What needs to be done:
When the word "position" shows up in a line of the records below, copy that line.

(Collected data entries)
--------------------------------

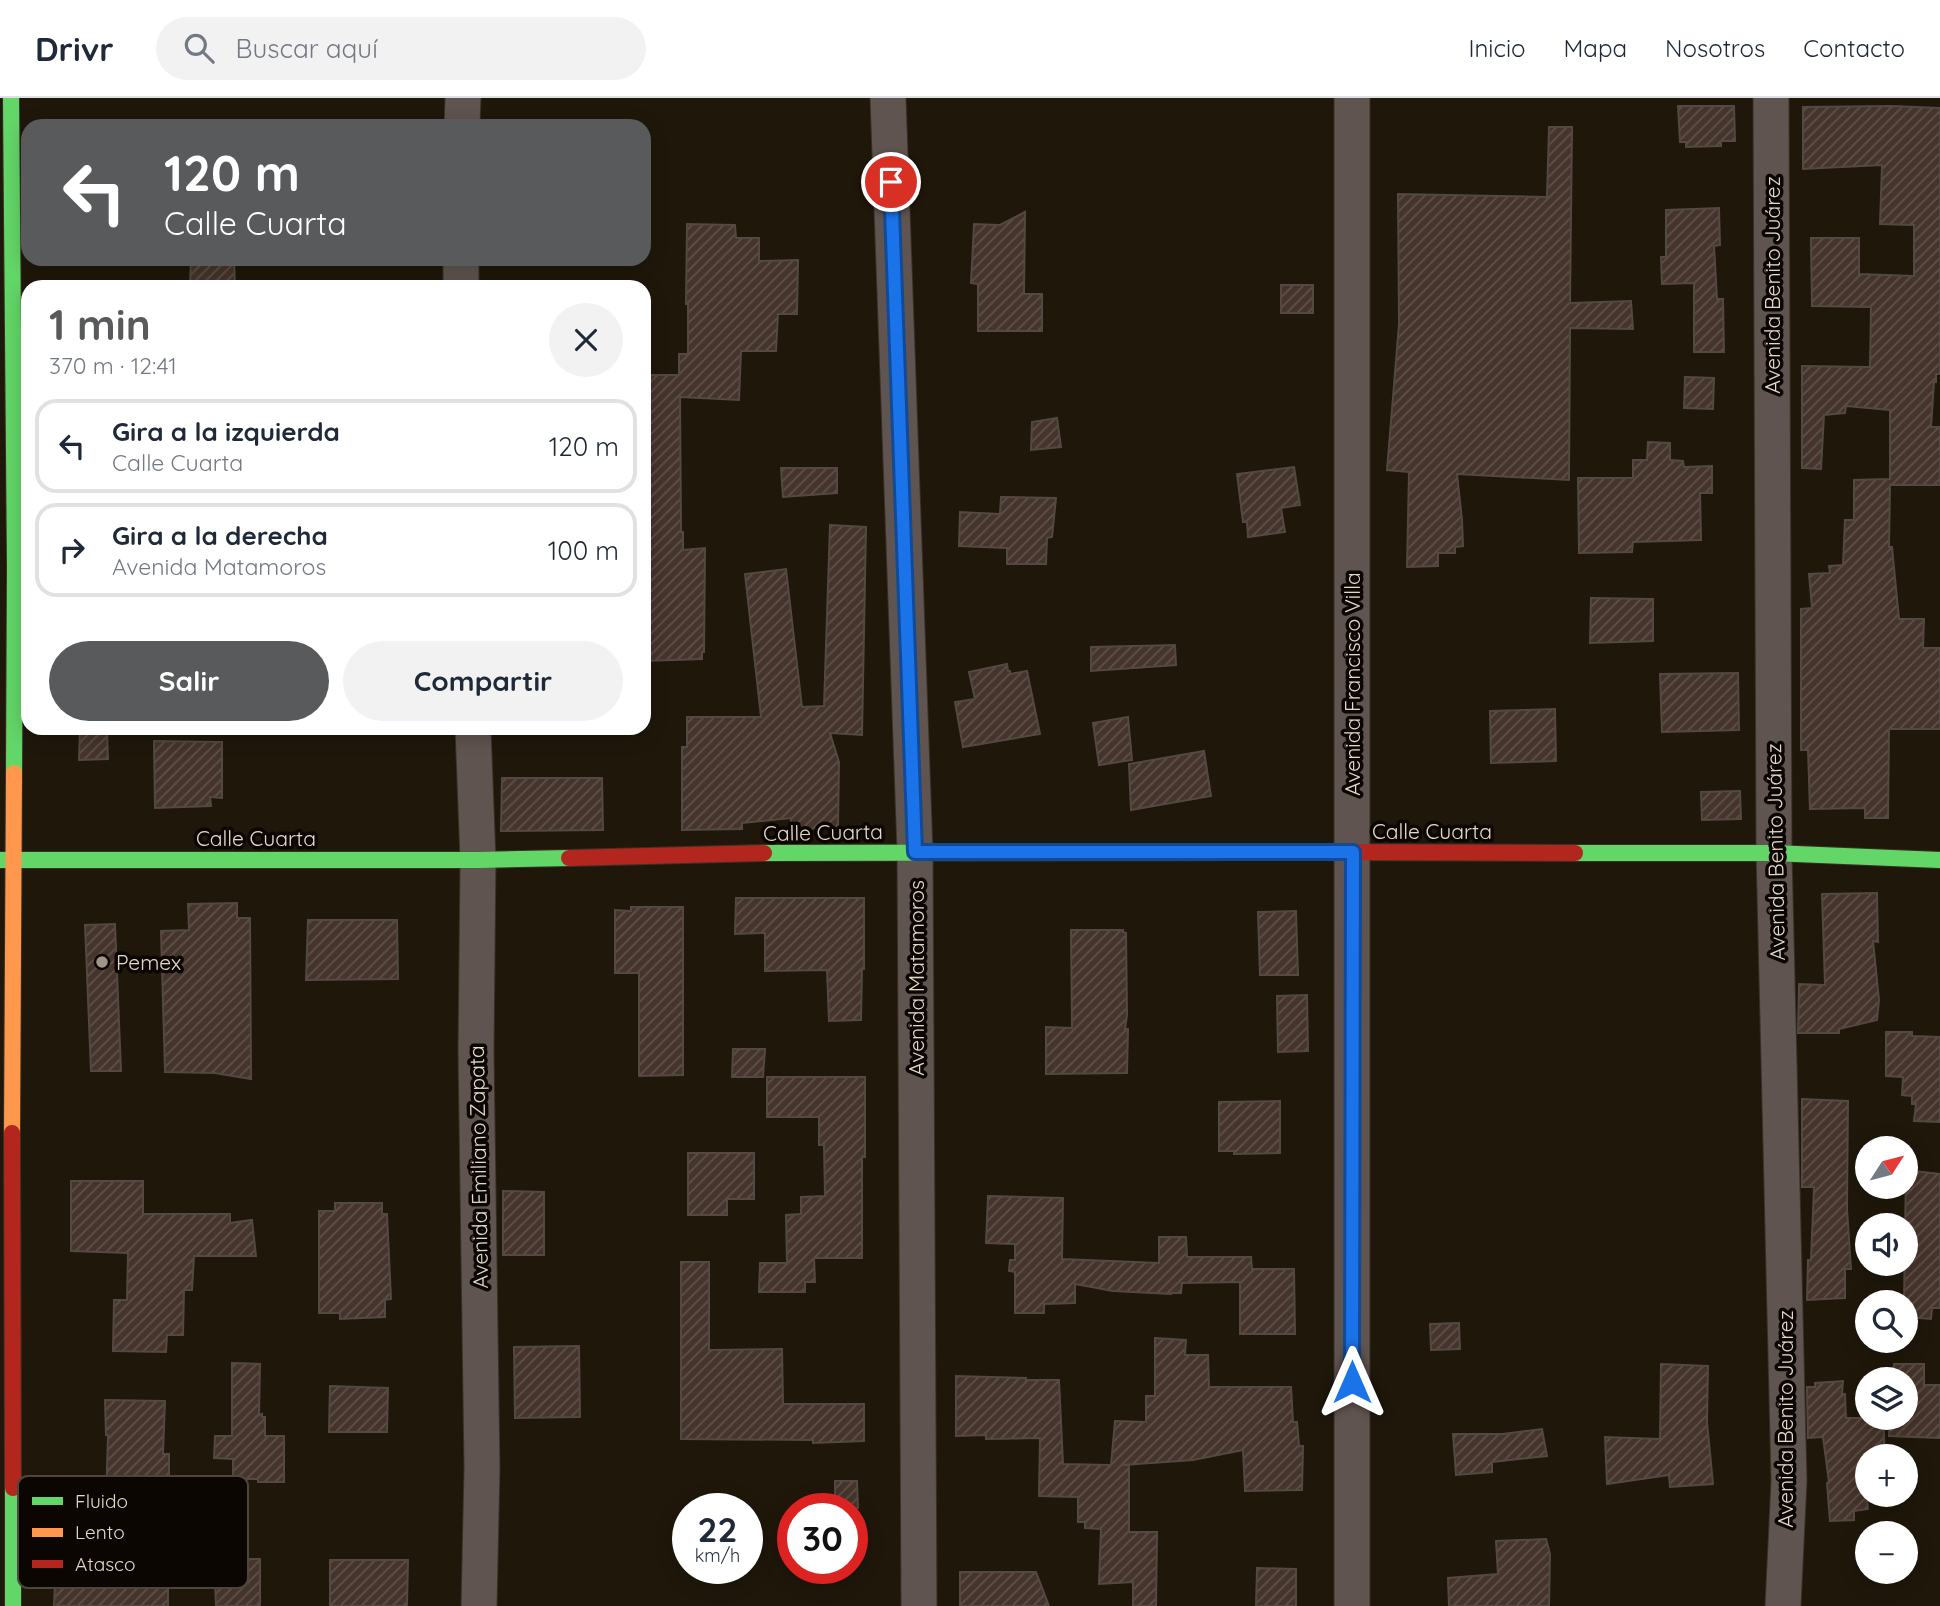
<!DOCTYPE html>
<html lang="es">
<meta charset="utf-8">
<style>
:root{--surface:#fff;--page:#f2f2f3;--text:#1f2937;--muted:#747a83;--line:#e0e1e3;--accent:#595a5b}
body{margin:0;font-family:Quicksand,sans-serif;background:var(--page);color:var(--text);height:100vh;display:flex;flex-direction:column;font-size:26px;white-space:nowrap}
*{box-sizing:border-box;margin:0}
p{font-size:23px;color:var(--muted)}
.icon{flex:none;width:38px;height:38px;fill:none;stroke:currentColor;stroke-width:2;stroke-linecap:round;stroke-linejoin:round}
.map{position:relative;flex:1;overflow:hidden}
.sheet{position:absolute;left:21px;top:182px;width:630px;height:455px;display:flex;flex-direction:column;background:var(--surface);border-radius:21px;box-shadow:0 4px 18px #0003}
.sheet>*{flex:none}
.top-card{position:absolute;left:21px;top:21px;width:630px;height:147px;border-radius:21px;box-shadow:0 4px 18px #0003;background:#595a5b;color:#fff;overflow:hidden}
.needle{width:46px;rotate:54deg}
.fabs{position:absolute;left:1855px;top:1038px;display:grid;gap:14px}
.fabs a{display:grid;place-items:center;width:63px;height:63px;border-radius:50%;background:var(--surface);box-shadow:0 4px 18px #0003;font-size:35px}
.speed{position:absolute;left:672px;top:1395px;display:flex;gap:14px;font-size:35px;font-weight:700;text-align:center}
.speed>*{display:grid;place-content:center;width:91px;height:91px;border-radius:50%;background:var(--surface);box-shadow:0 4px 18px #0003;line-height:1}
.speed small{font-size:18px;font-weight:400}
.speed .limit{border:10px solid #d22;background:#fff;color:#111}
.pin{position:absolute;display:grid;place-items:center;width:60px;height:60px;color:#fff;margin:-30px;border:4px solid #fff;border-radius:50%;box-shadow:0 2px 7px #0007}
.me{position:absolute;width:77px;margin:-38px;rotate:0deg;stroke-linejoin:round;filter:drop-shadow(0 0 5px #0008)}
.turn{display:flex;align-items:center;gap:24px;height:147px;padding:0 28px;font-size:32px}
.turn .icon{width:91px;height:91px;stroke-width:2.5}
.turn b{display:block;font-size:49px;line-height:60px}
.round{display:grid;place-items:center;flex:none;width:74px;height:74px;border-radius:37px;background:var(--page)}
.summary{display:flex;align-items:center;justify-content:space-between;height:119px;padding:0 28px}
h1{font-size:42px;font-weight:800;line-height:52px;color:var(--accent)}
.button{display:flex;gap:14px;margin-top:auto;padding:14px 28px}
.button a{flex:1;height:80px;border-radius:42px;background:var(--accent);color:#fff;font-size:28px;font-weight:800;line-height:80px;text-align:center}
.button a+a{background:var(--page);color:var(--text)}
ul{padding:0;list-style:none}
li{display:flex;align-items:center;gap:21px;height:94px;margin:0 14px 10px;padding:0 14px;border:4px solid var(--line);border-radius:21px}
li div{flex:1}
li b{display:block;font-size:26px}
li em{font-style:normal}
header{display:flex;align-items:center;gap:42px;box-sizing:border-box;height:98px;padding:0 35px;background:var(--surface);border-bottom:2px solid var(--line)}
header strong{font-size:33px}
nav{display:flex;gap:38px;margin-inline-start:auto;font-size:24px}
.search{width:490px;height:63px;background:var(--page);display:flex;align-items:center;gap:18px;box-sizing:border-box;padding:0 24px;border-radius:38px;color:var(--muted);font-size:26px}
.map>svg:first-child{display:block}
</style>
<header>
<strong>Drivr</strong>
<div class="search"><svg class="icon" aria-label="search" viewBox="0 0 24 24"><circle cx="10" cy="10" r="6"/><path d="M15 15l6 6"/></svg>Buscar aquí</div>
<nav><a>Inicio</a><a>Mapa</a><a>Nosotros</a><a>Contacto</a></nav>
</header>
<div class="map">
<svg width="1940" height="1508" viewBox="0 0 1940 1508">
<defs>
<pattern id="building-hatch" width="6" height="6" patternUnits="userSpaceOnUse" patternTransform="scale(1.75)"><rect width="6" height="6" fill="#45342b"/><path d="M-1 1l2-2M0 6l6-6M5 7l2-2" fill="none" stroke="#605148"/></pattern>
</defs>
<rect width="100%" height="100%" fill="#1f170a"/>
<g fill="url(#building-hatch)" stroke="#534942" stroke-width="2">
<path d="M1678,8H1734L1735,43H1721V48L1686,49V44H1680Z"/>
<path d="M1892,8L1940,10V276H1936V284H1934L1931,329H1940V387H1890L1889,449H1892L1899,521H1924L1923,550H1940V631H1889L1888,720H1865V710L1810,711L1808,652H1801V511L1812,510L1809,476L1830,475L1829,468L1843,467L1845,422H1854V382L1890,381V312L1846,308L1845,315L1824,317L1821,371L1802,370V268L1870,269L1871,209L1812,208L1811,140H1859V176L1914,178V127L1880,126L1882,67L1803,71V9Z"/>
<path d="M1549,29H1572L1570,205L1631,203L1633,231L1570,230L1569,382L1457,376L1462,422L1463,448L1455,449V455H1438V468L1407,469L1409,374L1387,372L1399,226L1398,96L1547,99Z"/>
<path d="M1719,110L1720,147L1714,148L1717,201H1723L1724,254H1694V185L1662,186L1661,159H1666V112Z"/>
<path d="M1025,114L1024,196H1042V233H978V186L971,185L974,126L1000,127Z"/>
<path d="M687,126L735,127L736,140H759V163L798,162L797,216H778L776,253H741L739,302L680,299L681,434H683V452L705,450L704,554H702V561L644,563V277H679V256H688V206H686Z"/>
<path d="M191,161H234L235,189H203V187H190Z"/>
<rect x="1281" y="187" width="32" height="28"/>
<path d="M1685,279L1714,280L1713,311L1684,310Z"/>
<path d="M1057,320L1061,349L1031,352L1032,324Z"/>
<path d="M1648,344L1670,345V362L1683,363L1684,369L1712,368V395H1700L1701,442L1633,444L1632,454L1579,455L1578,380H1633V362H1647Z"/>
<path d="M1294,369L1300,407L1281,410L1285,434L1248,439L1247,424H1243L1237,376Z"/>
<path d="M781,370H837V395L783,399Z"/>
<path d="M1001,399L1056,400L1052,439L1047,440L1046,466H1007V450L959,448L960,414L1000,416Z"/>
<path d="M830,427L866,429L862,637L830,635L839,664L838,730L791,731V720L742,725V731L682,732V649H687V619H761L745,476L786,471L802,609L824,608Z"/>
<path d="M1591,500L1653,501V543L1590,545Z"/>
<path d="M1175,547L1176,567L1091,573V549Z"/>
<path d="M1007,566L1008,573H1010V576L1027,573L1040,636L963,649L955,604L975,601L969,574Z"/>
<path d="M1738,575L1739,632L1662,634L1660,576Z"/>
<path d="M1555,611L1556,663L1491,665L1490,613Z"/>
<path d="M1128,619L1132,662L1099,667L1093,625Z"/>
<path d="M80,630H107L108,661L79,662Z"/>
<path d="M154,643L222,644V700L210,699L211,708L155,710Z"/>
<path d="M1204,653L1211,698L1131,712L1129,666Z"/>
<path d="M502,680H602L603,732L501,733Z"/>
<path d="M1740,693L1741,721L1702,722L1701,694Z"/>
<path d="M1877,795L1878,844L1873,843L1879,902L1877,922L1839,931V935H1798L1799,886L1825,887L1822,796Z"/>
<path d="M736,800H864V871H862L861,922L829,923L827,872L765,873V835L735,836Z"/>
<path d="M237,805V820H250L251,981L215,975L165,974L161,833L189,832L188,806Z"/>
<path d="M631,809H683V977L639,978V875H615V812L631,813Z"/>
<path d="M1296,813L1298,877H1260L1258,814Z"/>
<path d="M308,822H397L398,881L306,882Z"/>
<path d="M115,826L121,973H91L85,827Z"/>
<path d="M1071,832H1123V834L1126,835L1127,917L1125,931H1128L1127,975L1046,976V929L1072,930Z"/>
<path d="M1307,897L1308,953L1278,954L1277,898Z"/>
<path d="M1886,934H1912V938L1940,939V1024L1914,1023L1916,1006H1912V998L1902,997L1903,979L1886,978Z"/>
<path d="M733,951H765L763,979H732Z"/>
<path d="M767,979H865V1059H862V1160H814L815,1184H805V1194H759L760,1165H787L786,1117L801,1116V1099L825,1098L824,1047H819V1019H767Z"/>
<path d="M1802,1001L1848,1003L1847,1111L1851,1171H1845V1200L1807,1202L1808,1162H1811L1814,1089H1802Z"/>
<path d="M1280,1003V1055L1234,1056V1053H1219V1004Z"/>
<path d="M688,1055H754V1101H727V1117H688Z"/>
<path d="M1906,1072L1940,1076V1210H1932L1931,1221L1907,1219L1908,1208H1906L1904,1204Z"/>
<path d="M71,1083H143V1116H230V1125L252,1122L256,1158H194L192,1192H184L183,1237H167L166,1254L113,1253L114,1202H127L128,1155L71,1153Z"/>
<path d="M503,1093L544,1094V1157H503Z"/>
<path d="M988,1098L1063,1100L1062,1161L1159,1165V1139H1186L1187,1159H1251L1252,1171H1294L1295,1236H1240V1184L1182,1185L1181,1195H1171V1196L1113,1193L1075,1186V1205L1044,1206V1215H1015V1174L1009,1173L1010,1162H1015V1146L986,1145Z"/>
<path d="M335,1105H382V1116H387L391,1201L385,1202V1219L340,1221V1215H319V1113H335Z"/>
<path d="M681,1164H709V1252L782,1251L783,1306H864V1343L813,1345V1342L681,1341Z"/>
<path d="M1459,1225L1460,1251L1431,1252L1430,1226Z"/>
<path d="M1155,1240L1186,1242L1185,1257H1208L1209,1289H1291L1293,1324H1297L1299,1348H1303L1302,1392L1245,1393L1243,1352L1193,1362L1123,1367H1129V1434H1157L1156,1508H1133V1484L1099,1486L1101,1431L1085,1430V1424H1078V1399L1039,1398L1040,1340L986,1341V1337L956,1338V1278L1026,1280V1282H1059L1063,1366L1111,1367L1115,1323L1146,1324V1298H1155Z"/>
<path d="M579,1248L580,1319L515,1320L514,1249Z"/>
<path d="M232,1265L260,1266L259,1317L262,1316V1319H265V1338H284V1384H258V1381H233V1361L214,1360L215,1338H232Z"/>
<path d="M1661,1266L1708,1268L1707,1324L1713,1386L1670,1389L1669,1377L1607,1386L1605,1339L1660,1341Z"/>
<path d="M1894,1266H1924V1287H1940V1340L1889,1338L1890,1320H1906V1281H1893Z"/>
<path d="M1843,1283L1842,1296H1845L1846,1320H1883L1885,1358H1867V1377L1864,1378L1868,1411L1854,1413V1422L1830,1423L1827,1385L1829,1384L1823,1339L1808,1340L1807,1289H1815V1285Z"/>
<path d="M330,1288L388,1290L387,1334H329Z"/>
<path d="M105,1302L165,1303L163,1356H169V1406L106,1404L108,1337H106Z"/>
<path d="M1542,1331L1547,1358L1492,1364V1374L1456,1377L1453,1336H1503Z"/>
<path d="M835,1383H857L858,1410H835Z"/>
<path d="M1546,1441L1550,1456L1549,1508H1449L1448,1480L1498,1476L1496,1443Z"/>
<path d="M78,1444H117V1458H168V1508H54L55,1484L78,1485Z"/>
<path d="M214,1461H260V1508H216Z"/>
<path d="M330,1462H408L407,1508H330Z"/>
<path d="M1257,1470L1296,1471V1508H1256Z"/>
<path d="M960,1474H1036L1049,1508H960Z"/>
</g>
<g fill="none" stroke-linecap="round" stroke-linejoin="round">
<defs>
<g id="street">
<path d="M888,0L915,754L919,1508"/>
<path d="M1352,0V1508"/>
<path d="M1771,0L1774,755L1789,1383L1783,1508"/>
<path d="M462,28L463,0"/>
<path d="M461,189V161"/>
<path d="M473,630L478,762L476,954L482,1370L479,1508"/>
</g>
<g id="fast">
<path d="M11,0L15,469L14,675"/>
<path d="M764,755L1320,754"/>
<path d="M1575,755H1774L1940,762"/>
<path d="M0,762H478L569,760"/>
<path d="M13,1390V1508"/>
</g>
<path id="slow" d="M12,1035L14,675"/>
<g id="jam">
<path d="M1320,754L1575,755"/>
<path d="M569,760L764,755"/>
<path d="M12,1035L13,1390"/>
</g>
</defs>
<use href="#street" stroke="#393127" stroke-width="37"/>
<use href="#fast" stroke="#393127" stroke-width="18"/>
<use href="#slow" stroke="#393127" stroke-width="18"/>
<use href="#jam" stroke="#393127" stroke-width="18"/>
<use href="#street" stroke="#605450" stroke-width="35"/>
<use href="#fast" stroke="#63d668" stroke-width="16"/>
<use href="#slow" stroke="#ff974d" stroke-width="16"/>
<use href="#jam" stroke="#b3261e" stroke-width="16"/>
</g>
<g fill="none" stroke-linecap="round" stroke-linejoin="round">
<defs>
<path id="route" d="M891,84L915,754H1353L1352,1284"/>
</defs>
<use href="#route" stroke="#114b97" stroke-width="18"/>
<use href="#route" stroke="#1a73e8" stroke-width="12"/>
</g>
<circle fill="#9f9687" stroke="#0b0601" stroke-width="2.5" cx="102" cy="864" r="7"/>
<g text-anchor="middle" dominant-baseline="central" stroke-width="7" stroke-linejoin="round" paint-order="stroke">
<g font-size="21" fill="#e4dacb" stroke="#0b0601">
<text transform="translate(1772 187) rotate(-90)">Avenida Benito Juárez</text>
<text transform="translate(1352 586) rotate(-90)">Avenida Francisco Villa</text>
<text x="1432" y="733">Calle Cuarta</text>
<text transform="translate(823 734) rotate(-1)">Calle Cuarta</text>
<text x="256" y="740">Calle Cuarta</text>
<text transform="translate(1775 754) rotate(-91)">Avenida Benito Juárez</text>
<text transform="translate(916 880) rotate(-90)">Avenida Matamoros</text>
<text transform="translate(478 1069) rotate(-91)">Avenida Emiliano Zapata</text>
<text transform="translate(1785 1321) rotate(-90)">Avenida Benito Juárez</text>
</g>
<g font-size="21" fill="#e4dacb" stroke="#0b0601" text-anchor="start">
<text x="116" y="864">Pemex</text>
</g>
</g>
<rect x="18" y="1378" width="230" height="112" rx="10" fill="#0b0601" stroke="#4c463e" stroke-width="2"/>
<rect x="32" y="1399" width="31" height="8" fill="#63d668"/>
<rect x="32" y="1430" width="31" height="9" fill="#ff974d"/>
<rect x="32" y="1462" width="31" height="8" fill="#b3261e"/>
<g font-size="19" fill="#e4dacb">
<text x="75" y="1410">Fluido</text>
<text x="75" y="1441">Lento</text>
<text x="75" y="1473">Atasco</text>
</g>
</svg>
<div class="fabs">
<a><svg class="needle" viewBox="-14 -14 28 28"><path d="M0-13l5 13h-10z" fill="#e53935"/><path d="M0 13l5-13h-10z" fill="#747a83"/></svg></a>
<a><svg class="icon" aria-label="sound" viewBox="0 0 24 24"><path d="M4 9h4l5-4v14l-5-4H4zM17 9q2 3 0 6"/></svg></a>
<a><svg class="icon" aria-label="search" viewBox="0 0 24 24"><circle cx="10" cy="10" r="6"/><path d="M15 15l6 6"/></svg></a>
<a><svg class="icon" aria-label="layers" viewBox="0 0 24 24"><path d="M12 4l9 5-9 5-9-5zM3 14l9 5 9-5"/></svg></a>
<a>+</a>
<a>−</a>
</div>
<div class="speed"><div>22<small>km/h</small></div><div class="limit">30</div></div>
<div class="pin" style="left:891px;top:84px;background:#d93025"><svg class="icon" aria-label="arrive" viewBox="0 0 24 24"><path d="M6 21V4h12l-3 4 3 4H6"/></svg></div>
<svg class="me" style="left:1352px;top:1284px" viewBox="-20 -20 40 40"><path d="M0-17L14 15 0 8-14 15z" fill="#1a73e8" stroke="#fff" stroke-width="4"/></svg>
<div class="top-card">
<div class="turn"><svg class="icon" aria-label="left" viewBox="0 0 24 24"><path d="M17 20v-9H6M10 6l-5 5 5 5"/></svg><div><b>120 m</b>Calle Cuarta</div></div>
</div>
<section class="sheet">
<div class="summary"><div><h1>1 min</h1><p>370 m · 12:41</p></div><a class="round"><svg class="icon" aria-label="close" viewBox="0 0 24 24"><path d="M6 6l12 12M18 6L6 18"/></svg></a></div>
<ul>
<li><svg class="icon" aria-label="left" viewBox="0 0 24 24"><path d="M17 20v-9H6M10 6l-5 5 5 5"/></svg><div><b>Gira a la izquierda</b><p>Calle Cuarta</p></div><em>120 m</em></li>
<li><svg class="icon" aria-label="right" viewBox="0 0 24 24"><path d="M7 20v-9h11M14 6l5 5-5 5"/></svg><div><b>Gira a la derecha</b><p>Avenida Matamoros</p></div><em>100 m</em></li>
</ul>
<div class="button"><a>Salir</a><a>Compartir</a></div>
</section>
</div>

--------------------------------

Task solution:
.map{position:relative;flex:1;overflow:hidden}
.sheet{position:absolute;left:21px;top:182px;width:630px;height:455px;display:flex;flex-direction:column;background:var(--surface);border-radius:21px;box-shadow:0 4px 18px #0003}
.top-card{position:absolute;left:21px;top:21px;width:630px;height:147px;border-radius:21px;box-shadow:0 4px 18px #0003;background:#595a5b;color:#fff;overflow:hidden}
.fabs{position:absolute;left:1855px;top:1038px;display:grid;gap:14px}
.speed{position:absolute;left:672px;top:1395px;display:flex;gap:14px;font-size:35px;font-weight:700;text-align:center}
.pin{position:absolute;display:grid;place-items:center;width:60px;height:60px;color:#fff;margin:-30px;border:4px solid #fff;border-radius:50%;box-shadow:0 2px 7px #0007}
.me{position:absolute;width:77px;margin:-38px;rotate:0deg;stroke-linejoin:round;filter:drop-shadow(0 0 5px #0008)}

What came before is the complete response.